**INSTRUCTIONS TO FOLLOW:**
Every entry below should be restated word for word, except for its images.

Stored items
/---
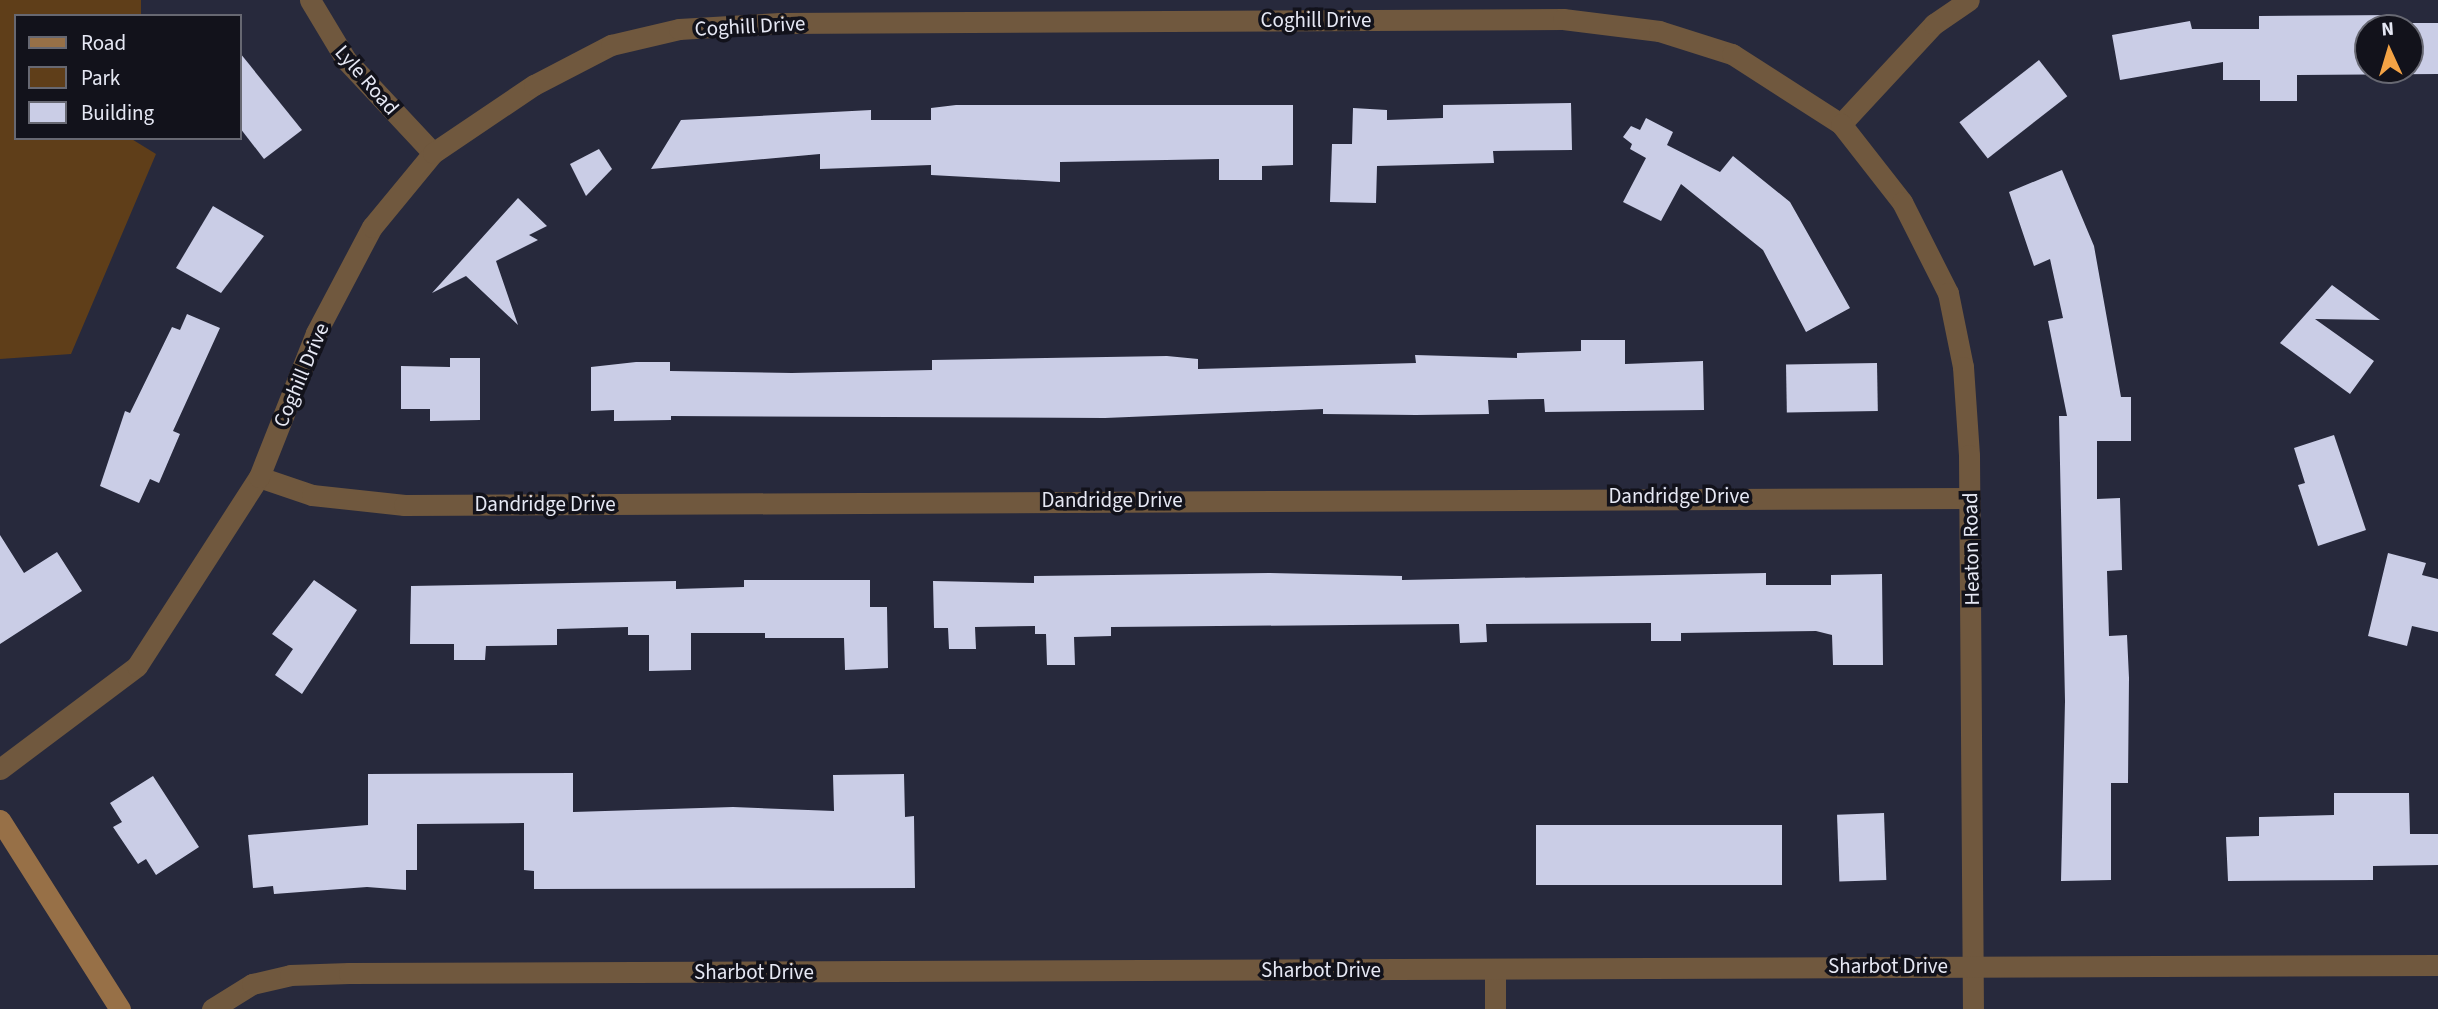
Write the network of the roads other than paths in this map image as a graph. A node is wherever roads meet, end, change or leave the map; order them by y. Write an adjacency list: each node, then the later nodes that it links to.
1 (310, 0): 4 (street, Lyle Road)
2 (1969, 0): 3 (street)
3 (1841, 124): 4 (street, Coghill Drive); 6 (street, Heaton Road)
4 (433, 153): 5 (street, Coghill Drive)
5 (259, 477): 6 (street, Dandridge Drive); 7 (street, Coghill Drive)
6 (1969, 498): 10 (street, Heaton Road)
7 (0, 769)
8 (0, 820): 12 (street)
9 (2438, 965): 10 (street, Sharbot Drive)
10 (1973, 966): 11 (street, Sharbot Drive); 15 (street, Heaton Road)
11 (1495, 969): 13 (street, Sharbot Drive); 14 (street)
12 (120, 1009)
13 (212, 1009)
14 (1495, 1009)
15 (1973, 1009)

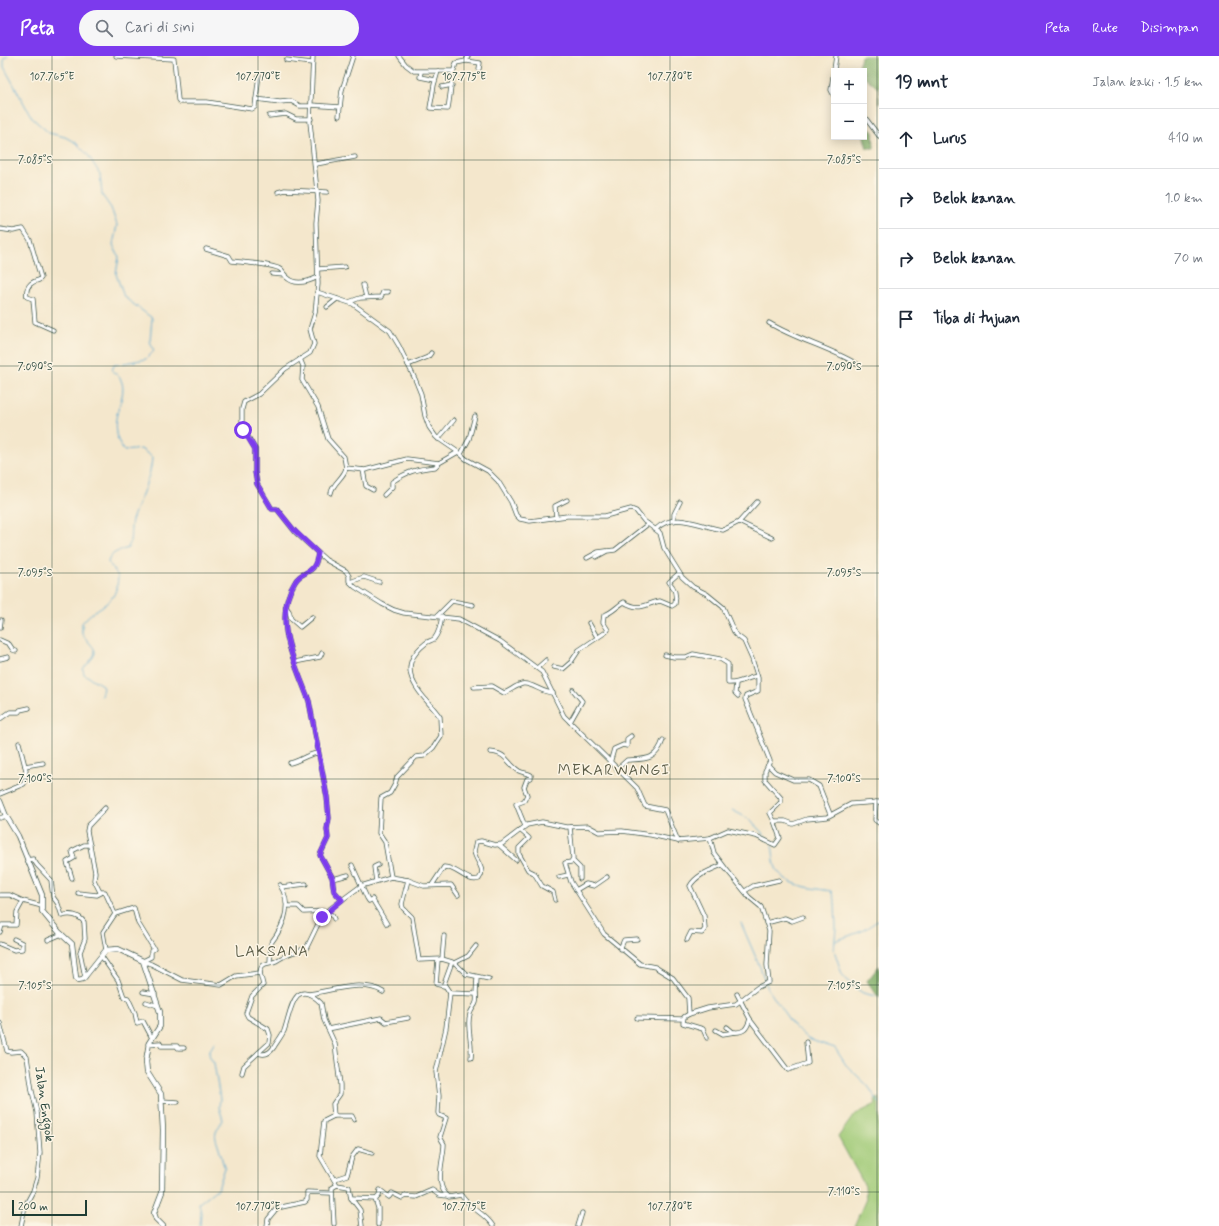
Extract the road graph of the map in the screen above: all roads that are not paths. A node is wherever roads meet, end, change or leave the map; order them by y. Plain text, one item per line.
\---
**REPLY:**
Write the network of the roads other than paths in this map image as a graph. A node is wherever roads meet, end, change or leave the map; order them by y. Write an adjacency list: each node, then the later nodes that it links to.
1 (310, 0): 4 (street, Lyle Road)
2 (1969, 0): 3 (street)
3 (1841, 124): 4 (street, Coghill Drive); 6 (street, Heaton Road)
4 (433, 153): 5 (street, Coghill Drive)
5 (259, 477): 6 (street, Dandridge Drive); 7 (street, Coghill Drive)
6 (1969, 498): 10 (street, Heaton Road)
7 (0, 769)
8 (0, 820): 12 (street)
9 (2438, 965): 10 (street, Sharbot Drive)
10 (1973, 966): 11 (street, Sharbot Drive); 15 (street, Heaton Road)
11 (1495, 969): 13 (street, Sharbot Drive); 14 (street)
12 (120, 1009)
13 (212, 1009)
14 (1495, 1009)
15 (1973, 1009)

Extract the road graph of the map in the screen above: all roads that are not paths. A node is wherever roads meet, end, change or leave the map; order them by y. Plain text, one item per line.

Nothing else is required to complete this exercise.